ギレンホール:僕が気付いたのは、みんな自分のキャリアの中で伝えたいと思うストーリーがいくつかあって、観客から一人ひとり特有の感想を引き出したりすることだ。昔関わった作品の一つ『ブロークバック・マウンテン』で、人々がストーリーを聞かせてくれた。僕のところに来て、いろんなストーリーを、彼らが乗り越えてきたこと、映画が彼らに気付かせたことを。プレミアの前に何度も行った試写の後や予告ができたときに、人々のそれぞれ特有のストーリーを聞いた。一人ひとりが何かに苦しんでる、もしくは誰か愛する人が何かにもがいていると知ること、ジェフのような人やそのストーリーが僕たちに希望を与えてくれること、(その希望は例えば)次の日も生きてゆけるとか、きっと大丈夫とか、もしくは経験からきっと強くなれる、だったり、それが僕がこの映画を通して学んだことで、今でも毎日学んでいることだよ。

──本作で一番伝えたかったことは何ですか?

ギレンホール:ジェフ・ボーマンの物語を聞いた人はまず、このテロ事件の特殊な点に気づくはずだ。でもこの映画はそれ以上にもっと大切なことを伝えようとしている。困難な状況をどのように克服していくかについて描いた映画だ。絶望的な環境の中でも、僕たちは乗り越えることができる。ジェフがそれを証明してくれている。それがこの映画のテーマだよ。

ジェイク・ギレンホール
ジェイク・ギレンホール
Jake Gyllenhaal

1980年12月19日生まれ、アメリカ・カリフォルニア州出身。映画監督の父、プロデューサー兼脚本家の下に生まれ、姉は女優のマギー・ギレンホールという芸能一家。

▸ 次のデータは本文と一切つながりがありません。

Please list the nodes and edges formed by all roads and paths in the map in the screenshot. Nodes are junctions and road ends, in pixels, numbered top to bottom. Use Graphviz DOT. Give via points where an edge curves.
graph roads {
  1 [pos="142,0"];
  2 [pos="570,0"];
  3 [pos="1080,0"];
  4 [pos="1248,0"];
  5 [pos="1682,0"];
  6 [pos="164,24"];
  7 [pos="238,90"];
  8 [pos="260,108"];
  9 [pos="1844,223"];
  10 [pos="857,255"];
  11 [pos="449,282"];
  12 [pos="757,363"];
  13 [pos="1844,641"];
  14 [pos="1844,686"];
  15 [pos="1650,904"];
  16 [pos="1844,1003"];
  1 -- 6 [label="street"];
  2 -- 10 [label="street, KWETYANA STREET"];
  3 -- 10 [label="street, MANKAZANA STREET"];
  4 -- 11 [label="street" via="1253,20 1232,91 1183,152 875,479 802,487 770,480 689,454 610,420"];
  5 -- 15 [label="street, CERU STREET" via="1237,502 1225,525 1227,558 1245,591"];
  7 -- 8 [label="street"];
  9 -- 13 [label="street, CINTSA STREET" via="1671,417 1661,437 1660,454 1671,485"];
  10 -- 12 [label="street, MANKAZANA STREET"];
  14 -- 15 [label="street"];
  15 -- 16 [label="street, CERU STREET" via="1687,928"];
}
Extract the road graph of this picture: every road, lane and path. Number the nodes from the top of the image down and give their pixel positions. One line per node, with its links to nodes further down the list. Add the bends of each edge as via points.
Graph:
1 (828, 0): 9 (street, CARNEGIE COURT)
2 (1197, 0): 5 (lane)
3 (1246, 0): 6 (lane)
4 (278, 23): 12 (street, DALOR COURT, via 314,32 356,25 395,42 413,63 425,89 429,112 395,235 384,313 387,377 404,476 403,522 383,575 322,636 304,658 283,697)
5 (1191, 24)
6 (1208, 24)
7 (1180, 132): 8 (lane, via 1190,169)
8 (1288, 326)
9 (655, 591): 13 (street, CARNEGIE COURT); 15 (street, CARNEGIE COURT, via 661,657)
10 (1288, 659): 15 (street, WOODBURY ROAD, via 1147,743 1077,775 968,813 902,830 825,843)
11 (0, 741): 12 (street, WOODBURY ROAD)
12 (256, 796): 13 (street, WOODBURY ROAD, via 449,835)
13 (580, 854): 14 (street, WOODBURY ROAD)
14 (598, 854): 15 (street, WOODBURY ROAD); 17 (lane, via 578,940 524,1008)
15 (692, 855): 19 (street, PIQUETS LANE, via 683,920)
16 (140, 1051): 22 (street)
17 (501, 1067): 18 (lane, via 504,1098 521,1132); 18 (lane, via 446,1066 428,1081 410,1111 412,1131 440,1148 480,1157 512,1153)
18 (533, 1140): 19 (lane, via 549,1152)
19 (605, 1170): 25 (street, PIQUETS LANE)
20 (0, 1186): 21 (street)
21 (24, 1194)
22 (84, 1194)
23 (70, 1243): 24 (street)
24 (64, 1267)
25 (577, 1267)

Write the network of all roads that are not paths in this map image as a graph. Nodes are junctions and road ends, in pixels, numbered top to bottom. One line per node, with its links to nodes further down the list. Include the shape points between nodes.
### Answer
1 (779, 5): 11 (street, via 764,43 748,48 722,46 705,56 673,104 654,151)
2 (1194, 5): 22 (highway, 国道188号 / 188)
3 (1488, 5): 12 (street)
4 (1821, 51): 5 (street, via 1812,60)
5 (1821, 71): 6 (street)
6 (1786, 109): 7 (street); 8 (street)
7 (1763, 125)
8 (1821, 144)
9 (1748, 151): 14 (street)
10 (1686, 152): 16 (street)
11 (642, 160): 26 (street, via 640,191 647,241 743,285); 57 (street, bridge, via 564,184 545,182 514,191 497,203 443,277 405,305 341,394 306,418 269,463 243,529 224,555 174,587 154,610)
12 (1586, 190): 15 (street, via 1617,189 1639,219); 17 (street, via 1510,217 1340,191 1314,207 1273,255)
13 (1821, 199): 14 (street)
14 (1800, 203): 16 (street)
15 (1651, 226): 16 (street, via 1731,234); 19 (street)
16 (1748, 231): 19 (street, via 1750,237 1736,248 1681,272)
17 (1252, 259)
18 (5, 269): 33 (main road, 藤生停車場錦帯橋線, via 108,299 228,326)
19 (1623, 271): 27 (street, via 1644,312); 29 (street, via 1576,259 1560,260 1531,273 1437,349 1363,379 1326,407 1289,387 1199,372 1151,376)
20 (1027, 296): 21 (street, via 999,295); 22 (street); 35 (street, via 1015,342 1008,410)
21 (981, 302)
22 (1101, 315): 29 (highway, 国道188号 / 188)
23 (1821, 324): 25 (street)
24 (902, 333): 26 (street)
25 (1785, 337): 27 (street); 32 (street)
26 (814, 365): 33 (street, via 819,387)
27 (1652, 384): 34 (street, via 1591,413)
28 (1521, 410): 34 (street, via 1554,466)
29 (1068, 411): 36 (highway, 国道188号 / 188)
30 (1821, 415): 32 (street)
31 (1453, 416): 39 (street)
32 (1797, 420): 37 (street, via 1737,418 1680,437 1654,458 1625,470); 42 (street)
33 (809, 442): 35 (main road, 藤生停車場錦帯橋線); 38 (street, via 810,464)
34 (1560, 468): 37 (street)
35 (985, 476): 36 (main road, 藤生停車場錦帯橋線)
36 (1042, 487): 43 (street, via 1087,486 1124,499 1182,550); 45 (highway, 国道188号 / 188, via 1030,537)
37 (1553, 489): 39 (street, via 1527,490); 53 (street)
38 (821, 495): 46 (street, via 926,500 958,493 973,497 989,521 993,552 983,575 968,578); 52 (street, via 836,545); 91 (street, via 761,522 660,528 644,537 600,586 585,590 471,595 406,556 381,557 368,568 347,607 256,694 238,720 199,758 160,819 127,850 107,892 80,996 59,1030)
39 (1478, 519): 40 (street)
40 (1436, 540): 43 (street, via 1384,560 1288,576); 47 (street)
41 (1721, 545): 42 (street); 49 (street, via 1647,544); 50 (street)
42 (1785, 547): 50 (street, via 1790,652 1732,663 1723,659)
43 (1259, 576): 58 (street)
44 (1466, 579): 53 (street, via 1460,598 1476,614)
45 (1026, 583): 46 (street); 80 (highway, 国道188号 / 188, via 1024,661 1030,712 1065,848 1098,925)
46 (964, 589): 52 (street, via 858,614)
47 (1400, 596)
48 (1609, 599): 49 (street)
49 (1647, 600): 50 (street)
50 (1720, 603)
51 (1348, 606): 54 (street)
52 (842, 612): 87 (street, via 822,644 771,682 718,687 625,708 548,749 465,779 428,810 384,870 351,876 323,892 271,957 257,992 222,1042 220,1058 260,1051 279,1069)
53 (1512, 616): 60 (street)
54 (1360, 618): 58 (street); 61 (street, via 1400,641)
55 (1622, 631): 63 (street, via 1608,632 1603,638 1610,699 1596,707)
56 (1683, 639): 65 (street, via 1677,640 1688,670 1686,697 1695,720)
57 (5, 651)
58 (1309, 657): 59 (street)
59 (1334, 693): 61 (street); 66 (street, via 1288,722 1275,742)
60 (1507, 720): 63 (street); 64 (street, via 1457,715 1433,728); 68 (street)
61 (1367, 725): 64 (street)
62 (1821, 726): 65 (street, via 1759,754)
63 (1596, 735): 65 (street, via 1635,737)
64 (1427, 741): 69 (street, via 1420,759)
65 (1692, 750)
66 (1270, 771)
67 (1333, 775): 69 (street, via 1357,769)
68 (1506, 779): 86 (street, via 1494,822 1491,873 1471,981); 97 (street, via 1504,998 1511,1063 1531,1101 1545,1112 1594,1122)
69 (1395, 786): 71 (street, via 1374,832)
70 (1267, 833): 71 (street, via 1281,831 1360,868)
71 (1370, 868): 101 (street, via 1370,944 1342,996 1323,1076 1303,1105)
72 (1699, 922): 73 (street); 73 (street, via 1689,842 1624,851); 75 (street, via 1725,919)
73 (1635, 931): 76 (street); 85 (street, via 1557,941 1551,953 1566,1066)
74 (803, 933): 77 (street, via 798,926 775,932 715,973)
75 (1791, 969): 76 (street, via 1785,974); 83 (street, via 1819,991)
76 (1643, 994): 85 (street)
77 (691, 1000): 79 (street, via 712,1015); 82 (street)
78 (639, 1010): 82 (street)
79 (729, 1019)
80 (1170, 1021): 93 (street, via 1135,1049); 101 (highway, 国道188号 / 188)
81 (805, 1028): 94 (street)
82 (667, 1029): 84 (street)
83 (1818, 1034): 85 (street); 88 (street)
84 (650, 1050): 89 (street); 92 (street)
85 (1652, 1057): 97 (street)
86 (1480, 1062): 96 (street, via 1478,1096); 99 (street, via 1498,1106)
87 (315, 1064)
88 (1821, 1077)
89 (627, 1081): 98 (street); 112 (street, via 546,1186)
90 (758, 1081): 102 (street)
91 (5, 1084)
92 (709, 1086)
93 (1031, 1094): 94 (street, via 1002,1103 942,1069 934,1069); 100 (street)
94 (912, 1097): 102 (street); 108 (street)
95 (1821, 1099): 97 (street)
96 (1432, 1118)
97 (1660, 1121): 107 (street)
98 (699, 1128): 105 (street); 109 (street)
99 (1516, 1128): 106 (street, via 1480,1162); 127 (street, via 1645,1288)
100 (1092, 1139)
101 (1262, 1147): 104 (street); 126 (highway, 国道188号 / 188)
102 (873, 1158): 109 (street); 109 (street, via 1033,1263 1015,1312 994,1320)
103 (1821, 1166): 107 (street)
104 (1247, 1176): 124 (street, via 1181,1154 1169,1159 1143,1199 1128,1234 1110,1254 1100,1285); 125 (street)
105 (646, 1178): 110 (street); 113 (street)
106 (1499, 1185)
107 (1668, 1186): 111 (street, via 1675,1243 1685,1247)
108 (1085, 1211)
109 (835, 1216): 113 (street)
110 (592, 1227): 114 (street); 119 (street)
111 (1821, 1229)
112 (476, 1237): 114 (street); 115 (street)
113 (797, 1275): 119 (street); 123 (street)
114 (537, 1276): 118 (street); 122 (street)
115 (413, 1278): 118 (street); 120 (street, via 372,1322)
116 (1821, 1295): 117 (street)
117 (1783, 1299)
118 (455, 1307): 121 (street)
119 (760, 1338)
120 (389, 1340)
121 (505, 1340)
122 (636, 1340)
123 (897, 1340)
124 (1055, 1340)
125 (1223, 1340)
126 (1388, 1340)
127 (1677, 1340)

11歳の時に『シティ・スリッカーズ』(91年)でキャリアをスタート。ヴェネツィア国際映画祭金獅子賞を受賞したアン・リー監督の『ブロークバック・マウンテン』(05)で英国アカデミー賞助演男優賞を受賞し、アカデミー賞にもノミネート。『ナイトクローラー』(14年)、『ノクターナル・アニマルズ』(16)などでも高い評価を得ている。その他、『遠い空の向こうに』(99年)、『ムーンライト・マイル』(02)、『グッド・ガール』(02)、『プルーフ・オブ・マイ・ライフ』(05)、『ゾディアック』(06)、『マイ・ブラザー』(09)、『サウスポー』(15)、『雨の日は会えない、晴れた日は君を想う』(15)、『ライフ』(17)などに出演。製作会社ナイン・ストーリーズを設立し、製作者としても活躍。